• **AIM OF THE EXERCISE**
Give the number of lines in the material below where the word "each" shows up, without anything else.

------ RECORDED INFORMATION ------

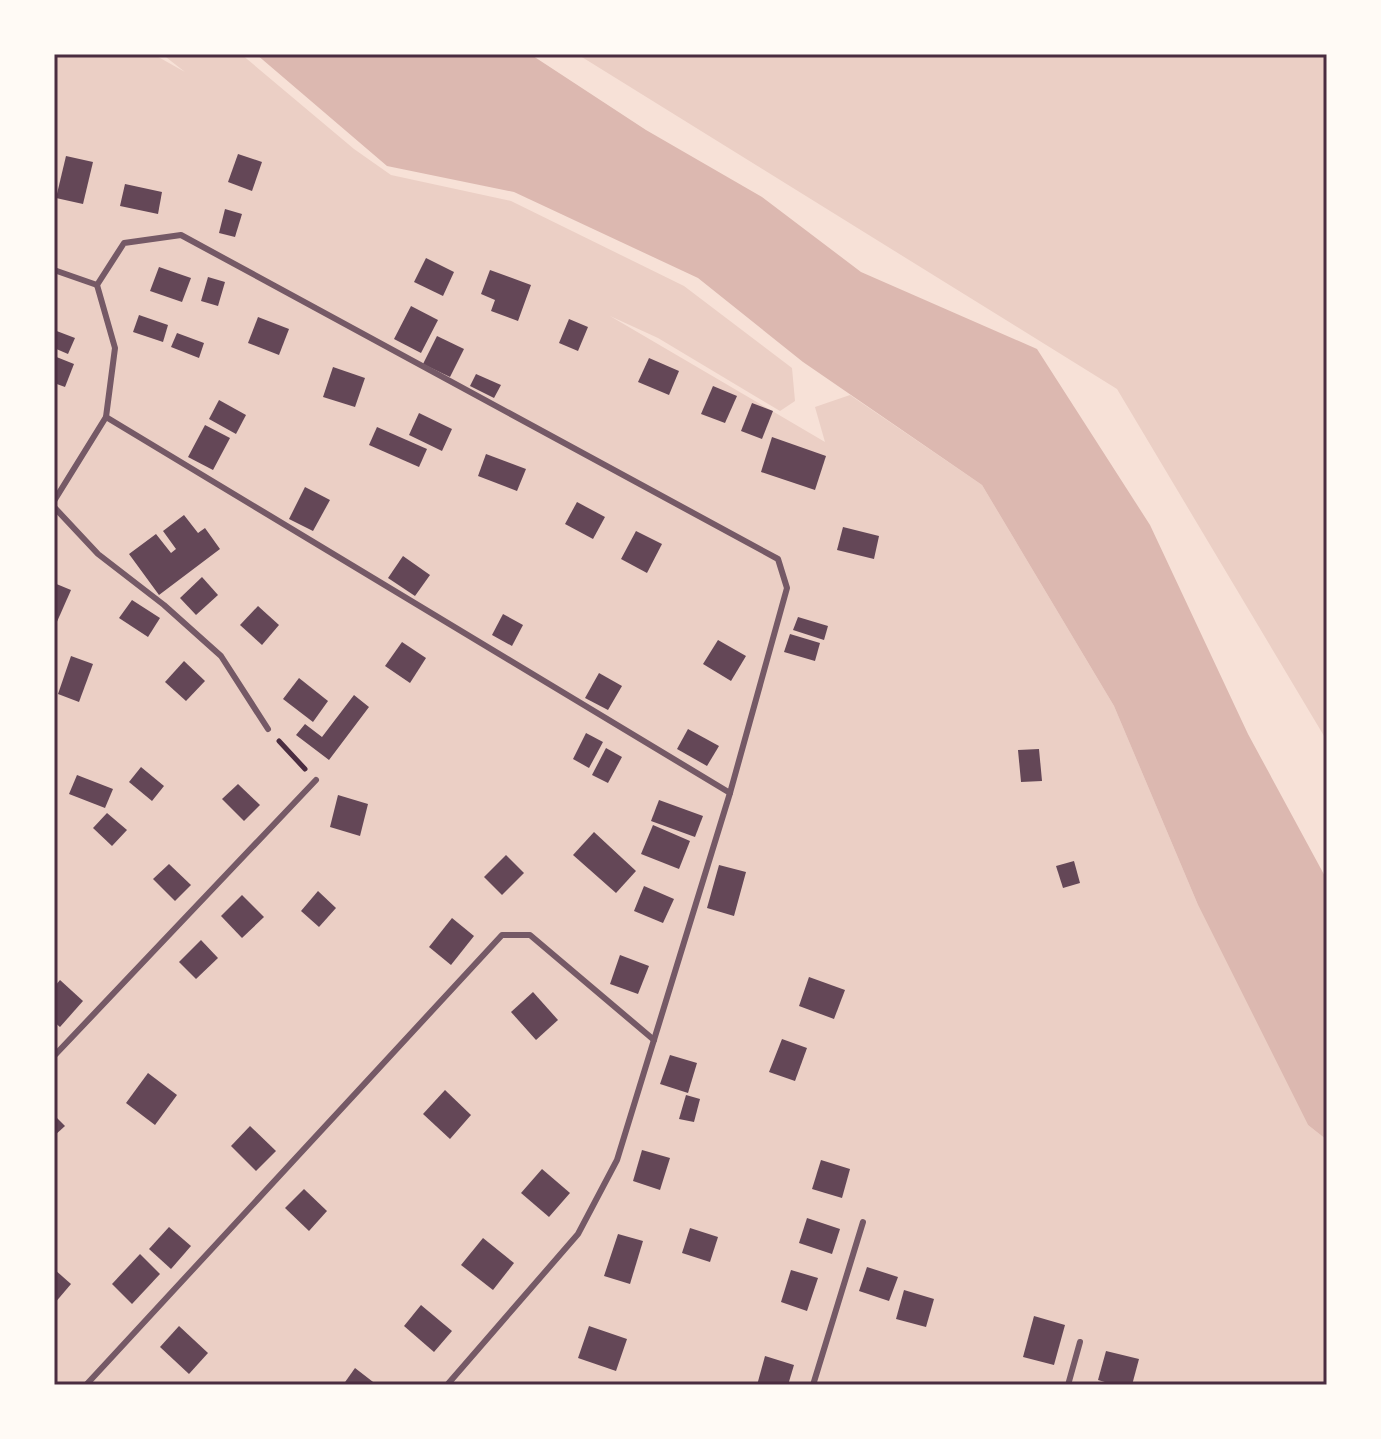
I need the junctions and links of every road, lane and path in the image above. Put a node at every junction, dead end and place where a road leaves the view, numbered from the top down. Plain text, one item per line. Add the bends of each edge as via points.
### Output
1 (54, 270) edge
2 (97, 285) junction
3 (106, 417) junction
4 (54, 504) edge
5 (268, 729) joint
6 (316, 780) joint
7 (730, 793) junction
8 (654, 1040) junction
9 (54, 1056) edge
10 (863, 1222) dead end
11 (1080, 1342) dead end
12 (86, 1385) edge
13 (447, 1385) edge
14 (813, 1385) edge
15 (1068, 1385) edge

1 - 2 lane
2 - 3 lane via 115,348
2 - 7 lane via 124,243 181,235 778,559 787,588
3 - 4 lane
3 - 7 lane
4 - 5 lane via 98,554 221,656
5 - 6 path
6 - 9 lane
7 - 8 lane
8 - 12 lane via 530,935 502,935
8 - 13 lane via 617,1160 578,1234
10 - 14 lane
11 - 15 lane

------
------ RECORDED INFORMATION ------

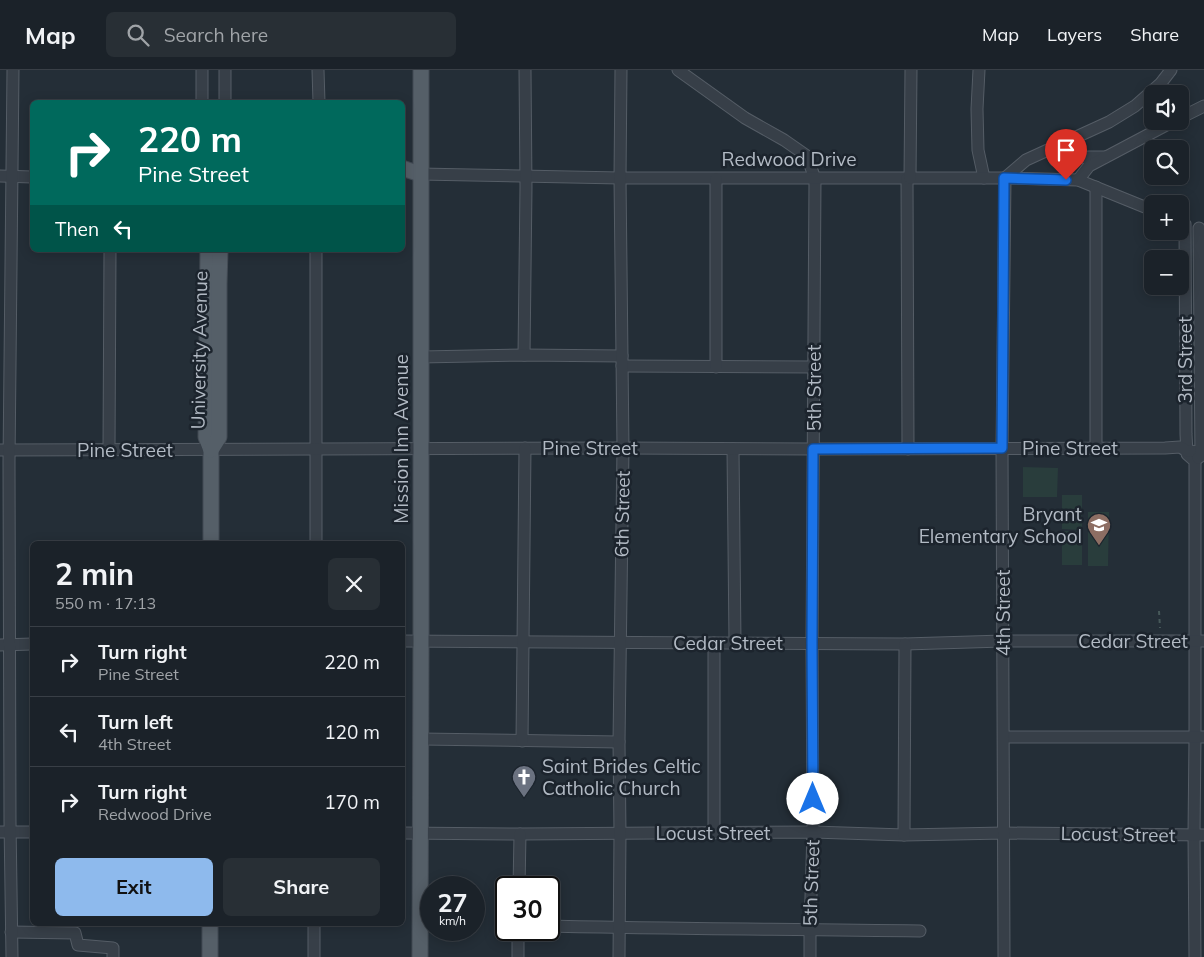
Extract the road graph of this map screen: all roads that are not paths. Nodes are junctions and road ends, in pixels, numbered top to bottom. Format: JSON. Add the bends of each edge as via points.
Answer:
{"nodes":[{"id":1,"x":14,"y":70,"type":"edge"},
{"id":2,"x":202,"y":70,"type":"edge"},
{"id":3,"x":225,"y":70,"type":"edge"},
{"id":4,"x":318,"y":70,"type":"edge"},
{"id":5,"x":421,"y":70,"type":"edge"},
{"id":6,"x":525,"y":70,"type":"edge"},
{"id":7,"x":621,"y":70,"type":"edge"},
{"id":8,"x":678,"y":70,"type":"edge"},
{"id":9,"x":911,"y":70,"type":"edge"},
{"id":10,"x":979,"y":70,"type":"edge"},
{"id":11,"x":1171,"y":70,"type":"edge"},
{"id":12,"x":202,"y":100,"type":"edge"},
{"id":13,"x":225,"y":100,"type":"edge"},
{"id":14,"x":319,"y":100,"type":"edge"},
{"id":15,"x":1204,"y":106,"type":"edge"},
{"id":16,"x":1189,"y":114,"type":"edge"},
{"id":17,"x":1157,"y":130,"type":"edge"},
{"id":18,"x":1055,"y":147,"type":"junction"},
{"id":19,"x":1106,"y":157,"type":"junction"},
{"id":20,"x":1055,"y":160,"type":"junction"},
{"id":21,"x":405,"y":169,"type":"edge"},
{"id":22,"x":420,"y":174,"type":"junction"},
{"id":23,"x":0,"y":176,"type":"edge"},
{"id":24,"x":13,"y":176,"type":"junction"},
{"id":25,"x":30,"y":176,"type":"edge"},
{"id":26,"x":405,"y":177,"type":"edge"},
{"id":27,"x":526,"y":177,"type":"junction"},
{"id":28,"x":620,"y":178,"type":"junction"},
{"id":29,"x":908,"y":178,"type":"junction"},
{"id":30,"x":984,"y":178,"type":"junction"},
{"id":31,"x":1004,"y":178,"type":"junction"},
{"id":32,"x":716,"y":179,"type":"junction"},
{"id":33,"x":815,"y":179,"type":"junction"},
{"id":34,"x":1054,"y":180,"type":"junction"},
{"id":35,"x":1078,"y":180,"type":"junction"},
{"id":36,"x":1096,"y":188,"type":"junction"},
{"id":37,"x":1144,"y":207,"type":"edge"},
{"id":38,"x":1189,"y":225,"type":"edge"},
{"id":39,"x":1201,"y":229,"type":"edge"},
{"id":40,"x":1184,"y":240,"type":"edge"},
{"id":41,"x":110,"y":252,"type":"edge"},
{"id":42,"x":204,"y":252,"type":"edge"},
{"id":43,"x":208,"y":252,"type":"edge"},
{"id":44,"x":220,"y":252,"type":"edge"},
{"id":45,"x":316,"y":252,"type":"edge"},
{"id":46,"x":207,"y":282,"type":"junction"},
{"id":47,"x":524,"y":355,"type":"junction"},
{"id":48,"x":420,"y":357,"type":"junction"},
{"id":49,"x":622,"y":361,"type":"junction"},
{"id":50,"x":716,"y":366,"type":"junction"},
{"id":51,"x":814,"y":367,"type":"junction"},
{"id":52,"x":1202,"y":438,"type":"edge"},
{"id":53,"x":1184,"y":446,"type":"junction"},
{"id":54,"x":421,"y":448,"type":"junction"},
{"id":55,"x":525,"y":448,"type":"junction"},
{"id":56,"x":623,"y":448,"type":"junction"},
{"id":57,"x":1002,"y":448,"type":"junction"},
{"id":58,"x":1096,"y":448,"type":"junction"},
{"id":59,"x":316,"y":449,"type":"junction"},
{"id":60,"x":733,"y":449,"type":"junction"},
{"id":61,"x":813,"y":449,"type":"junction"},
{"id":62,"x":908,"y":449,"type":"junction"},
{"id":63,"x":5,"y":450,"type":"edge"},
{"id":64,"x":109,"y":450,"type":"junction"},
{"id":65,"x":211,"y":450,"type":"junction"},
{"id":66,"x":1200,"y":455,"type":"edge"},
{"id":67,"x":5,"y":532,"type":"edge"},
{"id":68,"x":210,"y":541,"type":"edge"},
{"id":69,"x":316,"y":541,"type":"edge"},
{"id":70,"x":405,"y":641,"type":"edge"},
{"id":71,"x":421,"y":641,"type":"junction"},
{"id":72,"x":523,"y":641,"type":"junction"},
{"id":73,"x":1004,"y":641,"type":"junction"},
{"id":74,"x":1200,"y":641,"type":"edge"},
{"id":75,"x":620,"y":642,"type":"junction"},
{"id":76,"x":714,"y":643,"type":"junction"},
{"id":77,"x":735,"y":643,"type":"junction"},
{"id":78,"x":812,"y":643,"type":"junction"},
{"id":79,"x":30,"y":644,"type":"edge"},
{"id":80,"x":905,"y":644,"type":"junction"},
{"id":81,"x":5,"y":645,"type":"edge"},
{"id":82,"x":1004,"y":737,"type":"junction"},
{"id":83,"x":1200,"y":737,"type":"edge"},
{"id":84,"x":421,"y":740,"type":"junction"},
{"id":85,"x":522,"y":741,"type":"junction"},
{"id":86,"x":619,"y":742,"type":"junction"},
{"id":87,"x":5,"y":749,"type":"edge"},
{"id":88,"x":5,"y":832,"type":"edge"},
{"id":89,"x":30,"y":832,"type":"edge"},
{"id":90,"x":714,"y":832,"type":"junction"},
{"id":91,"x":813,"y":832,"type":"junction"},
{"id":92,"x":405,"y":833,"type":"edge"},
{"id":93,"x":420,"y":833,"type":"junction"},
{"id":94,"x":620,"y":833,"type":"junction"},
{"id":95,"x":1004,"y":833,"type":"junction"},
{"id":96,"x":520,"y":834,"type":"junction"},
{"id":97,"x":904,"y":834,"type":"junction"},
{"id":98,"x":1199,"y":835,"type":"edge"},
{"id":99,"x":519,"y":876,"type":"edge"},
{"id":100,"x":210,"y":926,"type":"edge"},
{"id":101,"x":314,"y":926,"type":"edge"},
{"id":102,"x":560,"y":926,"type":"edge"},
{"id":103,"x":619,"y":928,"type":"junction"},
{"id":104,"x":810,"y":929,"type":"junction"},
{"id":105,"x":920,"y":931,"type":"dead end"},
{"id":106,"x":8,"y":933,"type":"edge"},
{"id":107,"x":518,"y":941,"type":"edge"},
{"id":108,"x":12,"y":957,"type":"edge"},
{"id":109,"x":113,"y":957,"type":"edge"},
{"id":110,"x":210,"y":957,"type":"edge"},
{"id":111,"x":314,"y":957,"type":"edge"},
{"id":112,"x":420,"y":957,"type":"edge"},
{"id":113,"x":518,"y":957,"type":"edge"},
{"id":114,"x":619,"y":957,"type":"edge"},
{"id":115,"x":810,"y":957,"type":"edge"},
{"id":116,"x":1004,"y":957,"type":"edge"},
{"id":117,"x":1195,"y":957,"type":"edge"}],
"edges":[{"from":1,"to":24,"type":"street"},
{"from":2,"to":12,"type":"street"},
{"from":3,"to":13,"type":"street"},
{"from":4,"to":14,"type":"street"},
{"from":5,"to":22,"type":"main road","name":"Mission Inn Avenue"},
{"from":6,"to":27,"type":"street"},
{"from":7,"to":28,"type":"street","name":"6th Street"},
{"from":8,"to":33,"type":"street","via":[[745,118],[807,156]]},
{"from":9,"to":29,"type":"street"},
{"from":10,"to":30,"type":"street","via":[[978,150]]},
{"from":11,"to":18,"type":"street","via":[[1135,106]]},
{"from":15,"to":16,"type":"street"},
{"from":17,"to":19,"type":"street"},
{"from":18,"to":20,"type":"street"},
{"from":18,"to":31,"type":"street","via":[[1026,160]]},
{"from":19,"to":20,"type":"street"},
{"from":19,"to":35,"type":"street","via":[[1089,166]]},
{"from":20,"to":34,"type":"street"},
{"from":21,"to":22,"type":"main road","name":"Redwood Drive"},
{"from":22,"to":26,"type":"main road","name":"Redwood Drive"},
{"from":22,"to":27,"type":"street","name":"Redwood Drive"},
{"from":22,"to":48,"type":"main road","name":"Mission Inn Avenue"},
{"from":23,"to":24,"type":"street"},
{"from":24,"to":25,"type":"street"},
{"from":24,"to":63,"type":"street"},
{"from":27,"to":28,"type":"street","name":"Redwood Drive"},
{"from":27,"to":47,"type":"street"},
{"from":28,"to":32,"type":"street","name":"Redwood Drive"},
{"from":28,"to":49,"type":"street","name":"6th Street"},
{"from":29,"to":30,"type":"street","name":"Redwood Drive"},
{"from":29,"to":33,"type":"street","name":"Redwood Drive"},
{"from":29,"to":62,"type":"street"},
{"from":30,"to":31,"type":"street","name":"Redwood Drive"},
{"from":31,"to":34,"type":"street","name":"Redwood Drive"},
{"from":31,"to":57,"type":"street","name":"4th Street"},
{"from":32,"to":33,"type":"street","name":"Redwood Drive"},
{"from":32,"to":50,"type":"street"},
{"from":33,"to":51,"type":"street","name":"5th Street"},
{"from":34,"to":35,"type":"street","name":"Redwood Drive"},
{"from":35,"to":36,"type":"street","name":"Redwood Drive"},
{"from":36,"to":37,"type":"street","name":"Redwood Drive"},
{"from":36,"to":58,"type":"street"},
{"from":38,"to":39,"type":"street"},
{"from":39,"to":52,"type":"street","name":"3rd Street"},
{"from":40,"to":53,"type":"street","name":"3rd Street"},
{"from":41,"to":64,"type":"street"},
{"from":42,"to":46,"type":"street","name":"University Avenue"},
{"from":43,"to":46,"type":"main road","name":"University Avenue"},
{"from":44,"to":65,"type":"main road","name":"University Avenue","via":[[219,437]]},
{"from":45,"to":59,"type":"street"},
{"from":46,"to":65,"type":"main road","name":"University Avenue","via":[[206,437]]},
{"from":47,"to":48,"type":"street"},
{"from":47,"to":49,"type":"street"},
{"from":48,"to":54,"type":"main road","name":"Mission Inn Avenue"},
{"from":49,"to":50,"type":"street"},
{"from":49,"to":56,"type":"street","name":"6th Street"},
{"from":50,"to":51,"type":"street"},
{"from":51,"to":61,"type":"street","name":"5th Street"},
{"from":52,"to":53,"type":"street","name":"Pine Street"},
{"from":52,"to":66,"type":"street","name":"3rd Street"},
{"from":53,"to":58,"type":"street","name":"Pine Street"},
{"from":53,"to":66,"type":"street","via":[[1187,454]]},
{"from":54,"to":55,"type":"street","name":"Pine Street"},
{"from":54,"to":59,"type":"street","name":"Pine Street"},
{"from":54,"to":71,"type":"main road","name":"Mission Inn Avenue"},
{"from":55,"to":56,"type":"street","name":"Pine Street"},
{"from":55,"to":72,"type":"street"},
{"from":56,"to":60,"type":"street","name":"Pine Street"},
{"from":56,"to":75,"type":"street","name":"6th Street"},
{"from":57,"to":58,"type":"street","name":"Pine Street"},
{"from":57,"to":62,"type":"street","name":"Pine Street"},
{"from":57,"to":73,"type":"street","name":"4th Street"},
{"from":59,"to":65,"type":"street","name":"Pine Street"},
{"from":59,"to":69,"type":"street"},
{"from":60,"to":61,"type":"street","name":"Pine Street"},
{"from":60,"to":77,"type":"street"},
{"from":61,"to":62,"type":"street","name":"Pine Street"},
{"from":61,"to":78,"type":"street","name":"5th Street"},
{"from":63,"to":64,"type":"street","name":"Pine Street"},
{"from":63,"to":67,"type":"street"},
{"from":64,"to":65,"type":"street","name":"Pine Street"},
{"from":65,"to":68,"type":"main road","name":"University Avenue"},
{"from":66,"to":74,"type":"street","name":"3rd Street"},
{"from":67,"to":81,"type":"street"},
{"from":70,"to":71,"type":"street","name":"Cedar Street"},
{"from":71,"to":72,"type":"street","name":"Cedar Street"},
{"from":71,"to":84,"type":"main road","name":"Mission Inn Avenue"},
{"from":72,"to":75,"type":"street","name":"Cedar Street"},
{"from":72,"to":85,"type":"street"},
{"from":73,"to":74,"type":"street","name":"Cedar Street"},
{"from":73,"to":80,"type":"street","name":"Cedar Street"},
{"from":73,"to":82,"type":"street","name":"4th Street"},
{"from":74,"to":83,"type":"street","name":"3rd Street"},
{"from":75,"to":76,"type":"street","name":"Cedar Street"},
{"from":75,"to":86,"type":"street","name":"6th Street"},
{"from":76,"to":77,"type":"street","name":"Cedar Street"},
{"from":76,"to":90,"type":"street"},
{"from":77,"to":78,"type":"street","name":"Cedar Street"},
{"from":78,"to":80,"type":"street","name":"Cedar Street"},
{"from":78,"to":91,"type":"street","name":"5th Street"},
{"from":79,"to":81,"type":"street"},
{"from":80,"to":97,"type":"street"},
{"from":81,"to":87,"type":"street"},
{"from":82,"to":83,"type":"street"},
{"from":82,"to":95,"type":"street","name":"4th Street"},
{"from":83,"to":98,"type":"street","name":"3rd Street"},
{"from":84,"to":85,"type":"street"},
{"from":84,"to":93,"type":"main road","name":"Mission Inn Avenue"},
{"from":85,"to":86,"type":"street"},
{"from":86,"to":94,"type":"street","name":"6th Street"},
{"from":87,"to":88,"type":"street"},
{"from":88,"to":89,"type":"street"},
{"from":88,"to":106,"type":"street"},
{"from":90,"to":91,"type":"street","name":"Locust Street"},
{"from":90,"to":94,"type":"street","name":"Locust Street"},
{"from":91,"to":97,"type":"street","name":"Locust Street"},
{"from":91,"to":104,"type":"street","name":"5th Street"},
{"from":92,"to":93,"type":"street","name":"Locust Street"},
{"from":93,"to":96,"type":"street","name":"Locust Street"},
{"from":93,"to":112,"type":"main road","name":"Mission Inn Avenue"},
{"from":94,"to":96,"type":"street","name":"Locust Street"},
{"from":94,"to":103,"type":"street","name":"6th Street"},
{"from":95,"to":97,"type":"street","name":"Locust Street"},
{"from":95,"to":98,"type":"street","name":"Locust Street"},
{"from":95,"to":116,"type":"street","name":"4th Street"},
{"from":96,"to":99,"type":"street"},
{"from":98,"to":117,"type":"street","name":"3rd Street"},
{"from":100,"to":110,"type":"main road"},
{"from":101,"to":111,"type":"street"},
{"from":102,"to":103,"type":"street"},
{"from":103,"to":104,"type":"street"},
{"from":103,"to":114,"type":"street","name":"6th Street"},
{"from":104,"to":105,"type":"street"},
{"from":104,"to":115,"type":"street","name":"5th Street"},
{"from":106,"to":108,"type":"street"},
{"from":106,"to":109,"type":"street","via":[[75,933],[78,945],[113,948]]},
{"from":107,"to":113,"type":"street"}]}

------

• **ANSWER**
2